El problema más complejo se produjo a raíz de la reunificación de las dos Alemanias. Como se sabe, en la República Democrática Alemana el aborto estaba muy extendido y se permitía sin restricciones durante un plazo de varios meses. Como el aborto había pasado a formar parte de la mentalidad de los ciudadanos del Este, la presión por mantener tal régimen después de la Reunificación fue muy grande. Sin embargo, como la Ley Fundamental de 1949 continuó siendo la Constitución alemana, el Estado alemán unificado no pudo acceder a esos requerimientos. El Tribunal Constitucional rechazó las fórmulas legislativas esbozadas, de manera que se llegó a una solución de compromiso. Ésta consistía en mantener la prohibición de realizar abortos, pero despenalizar el caso en que la mujer que recurría a él pudiera acreditar que había sido asesorada sobre la materia. Este asesoramiento, que podían llevar a cabo tanto entidades estatales como eclesiásticas, debía intentar evitar el aborto. Una vez que la consulta tenía lugar, se extendía un certificado de asesoramiento. Como este asesoramiento tenía un carácter obligatorio, el certificado que se emitía a resultas de él era un requisito indispensable para abortar.
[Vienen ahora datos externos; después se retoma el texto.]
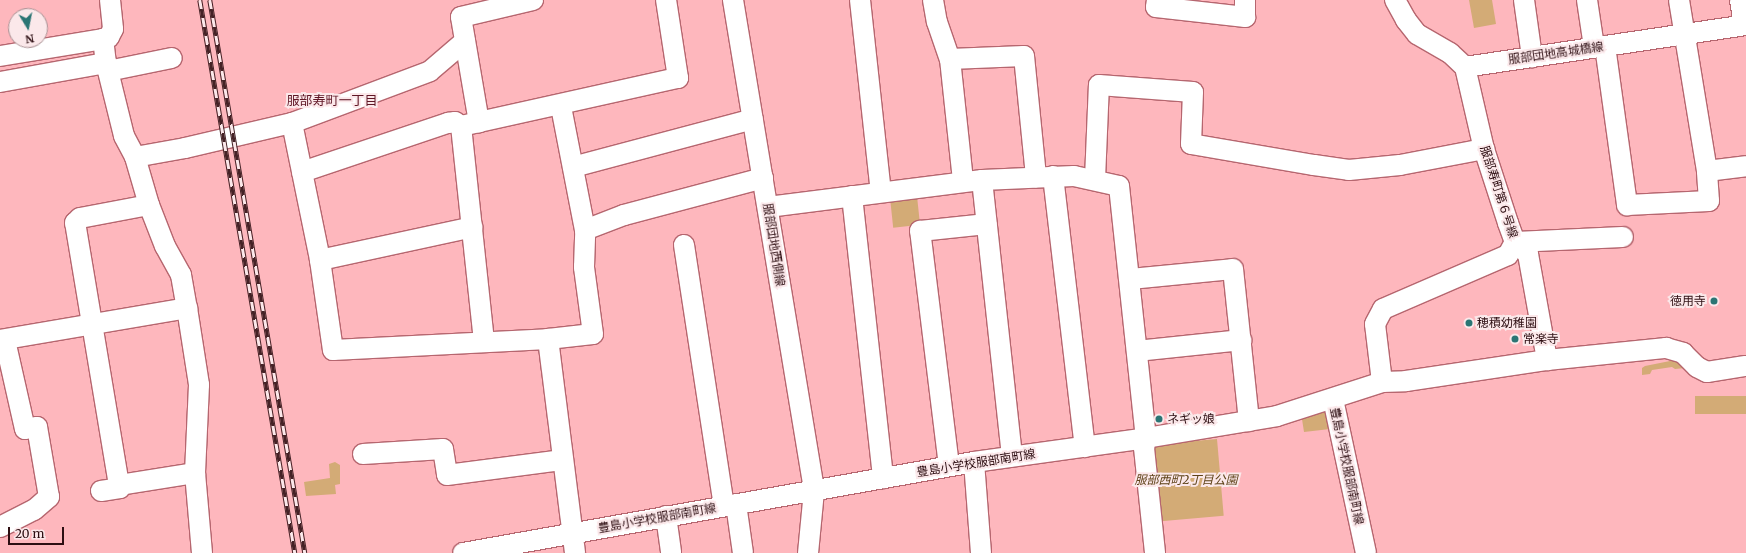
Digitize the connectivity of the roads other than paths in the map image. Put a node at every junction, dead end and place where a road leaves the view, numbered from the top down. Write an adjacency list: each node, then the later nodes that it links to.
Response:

Además, se trataba de un certificado cuyo único fin era facilitar la práctica del aborto de manera no punible.
Como se ve, la situación plantea un problema bastante delicado para los cristianos: la participación en este sistema ideado por el legislador. Nadie discute que los cristianos tienen el derecho a fundar instituciones que den asesoría destinada a disuadir a las personas que quieran abortar. Así lo hacen hasta el día de hoy diversos grupos pro vida y comenzó a hacerse en determinadas diócesis alemanas. Sin embargo, como en estos consultorios no se expende el certificado de asesoramiento, tampoco reciben financiamiento del Estado, porque están, por así decirlo, fuera del “circuito” legal. Al no recibir financiamiento estatal ni ser obligatorio, estos consultorios se encuentran en una posición de “desventaja”. Quienes acuden a ellos, aunque después decidan abortar, no pueden hacerlo sin sufrir la sanción correspondiente. La única forma de evitar la sanción es acudir a un establecimiento reconocido oficialmente. La tentación para los cristianos es grande: si se integran al sistema oficial tienen asegurada una clientela numerosa —aparte del financiamiento del Estado— y, por tanto, la posibilidad de salvar muchas vidas. El costo, sin embargo, consiste en que las mujeres que decidan abortar podrán hacerlo gracias al certificado que habrán recibido de esas organizaciones. Es la vieja discusión de si acaso el fin justifica los medios.
Diversos autores, como Spaemann y el propio Spieker, señalaron que no era lícito participar en ese proceso, pues se trataba de un caso típico de cooperación al mal. La misma doctrina fue mantenida por la Santa Sede. Sin embargo, la mayoría de los organismos oficiales de la Iglesia en Alemania, y muy especialmente la agrupación laical “Donum Vitae”, no siguió este predicamento. La razón de esta conducta tiene una raíz doctrinal: la difusión en los medios católicos de habla germánica de las teorías morales del disenso, en especial del consecuencialismo, para el quel la moralidad de un acto no se mide por su objeto sino por las consecuencias. Un número importante de Obispos siguió este modo de actuar durante largo tiempo y sólo tras enormes esfuerzos el Papa Juan Pablo II logró que renunciaran a participar del sistema oficial.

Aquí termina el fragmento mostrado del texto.